BEGIN GIVEN RECORDS
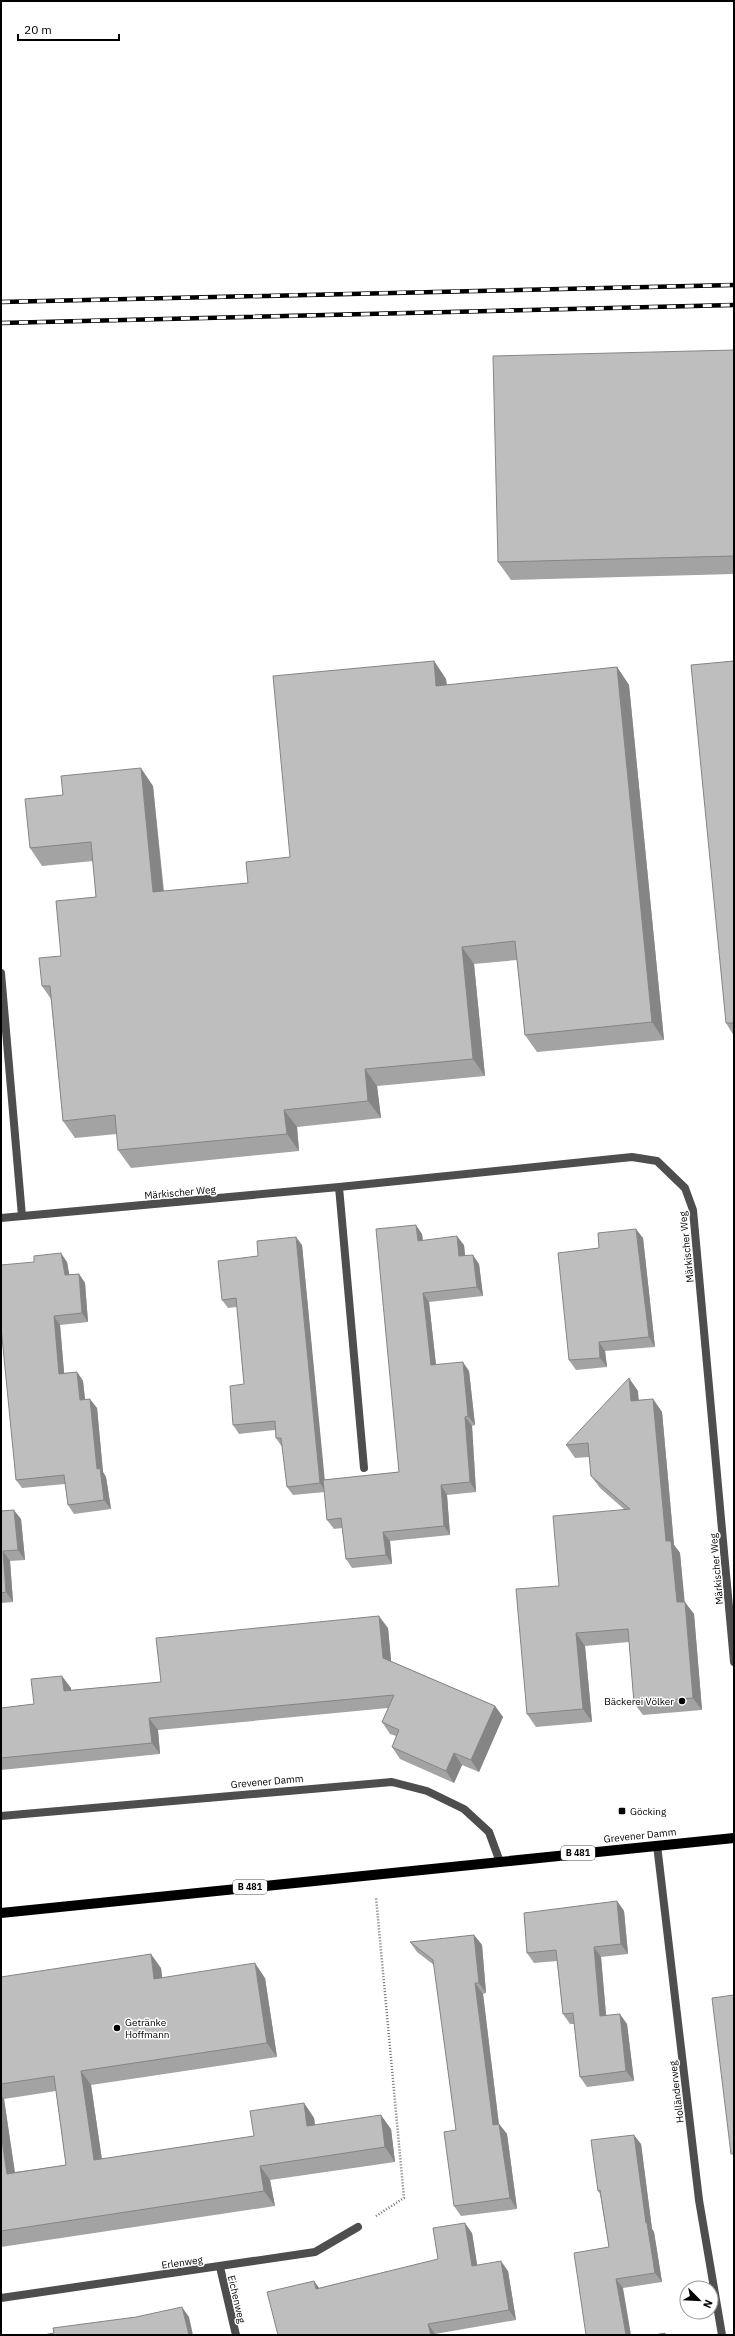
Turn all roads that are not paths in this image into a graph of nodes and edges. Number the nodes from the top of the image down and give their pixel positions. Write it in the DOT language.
graph roads {
  1 [pos="1,973"];
  2 [pos="339,1188"];
  3 [pos="22,1216"];
  4 [pos="1,1218"];
  5 [pos="364,1468"];
  6 [pos="734,1662"];
  7 [pos="1,1816"];
  8 [pos="734,1838"];
  9 [pos="657,1845"];
  10 [pos="500,1862"];
  11 [pos="1,1913"];
  12 [pos="358,2227"];
  13 [pos="220,2267"];
  14 [pos="1,2298"];
  15 [pos="236,2335"];
  16 [pos="722,2335"];
  1 -- 3 [label="street"];
  2 -- 3 [label="street, Märkischer Weg"];
  2 -- 5 [label="street"];
  2 -- 6 [label="street, Märkischer Weg"];
  3 -- 4 [label="street, Märkischer Weg"];
  7 -- 10 [label="street, Grevener Damm"];
  8 -- 9 [label="main road, Grevener Damm / B 481"];
  9 -- 10 [label="main road, Grevener Damm / B 481"];
  9 -- 16 [label="street, Holländerweg"];
  10 -- 11 [label="main road, Grevener Damm / B 481"];
  12 -- 13 [label="street, Erlenweg"];
  13 -- 14 [label="street, Erlenweg"];
  13 -- 15 [label="street, Eichenweg"];
}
END GIVEN RECORDS
▶ _TASK DIRECTIONS_
Reproduce each entry exactly as given; no pictures, please.

▶ _EXERCISE ANSWER_
Turn all roads that are not paths in this image into a graph of nodes and edges. Number the nodes from the top of the image down and give their pixel positions. Write it in the DOT language.
graph roads {
  1 [pos="1,973"];
  2 [pos="339,1188"];
  3 [pos="22,1216"];
  4 [pos="1,1218"];
  5 [pos="364,1468"];
  6 [pos="734,1662"];
  7 [pos="1,1816"];
  8 [pos="734,1838"];
  9 [pos="657,1845"];
  10 [pos="500,1862"];
  11 [pos="1,1913"];
  12 [pos="358,2227"];
  13 [pos="220,2267"];
  14 [pos="1,2298"];
  15 [pos="236,2335"];
  16 [pos="722,2335"];
  1 -- 3 [label="street"];
  2 -- 3 [label="street, Märkischer Weg"];
  2 -- 5 [label="street"];
  2 -- 6 [label="street, Märkischer Weg"];
  3 -- 4 [label="street, Märkischer Weg"];
  7 -- 10 [label="street, Grevener Damm"];
  8 -- 9 [label="main road, Grevener Damm / B 481"];
  9 -- 10 [label="main road, Grevener Damm / B 481"];
  9 -- 16 [label="street, Holländerweg"];
  10 -- 11 [label="main road, Grevener Damm / B 481"];
  12 -- 13 [label="street, Erlenweg"];
  13 -- 14 [label="street, Erlenweg"];
  13 -- 15 [label="street, Eichenweg"];
}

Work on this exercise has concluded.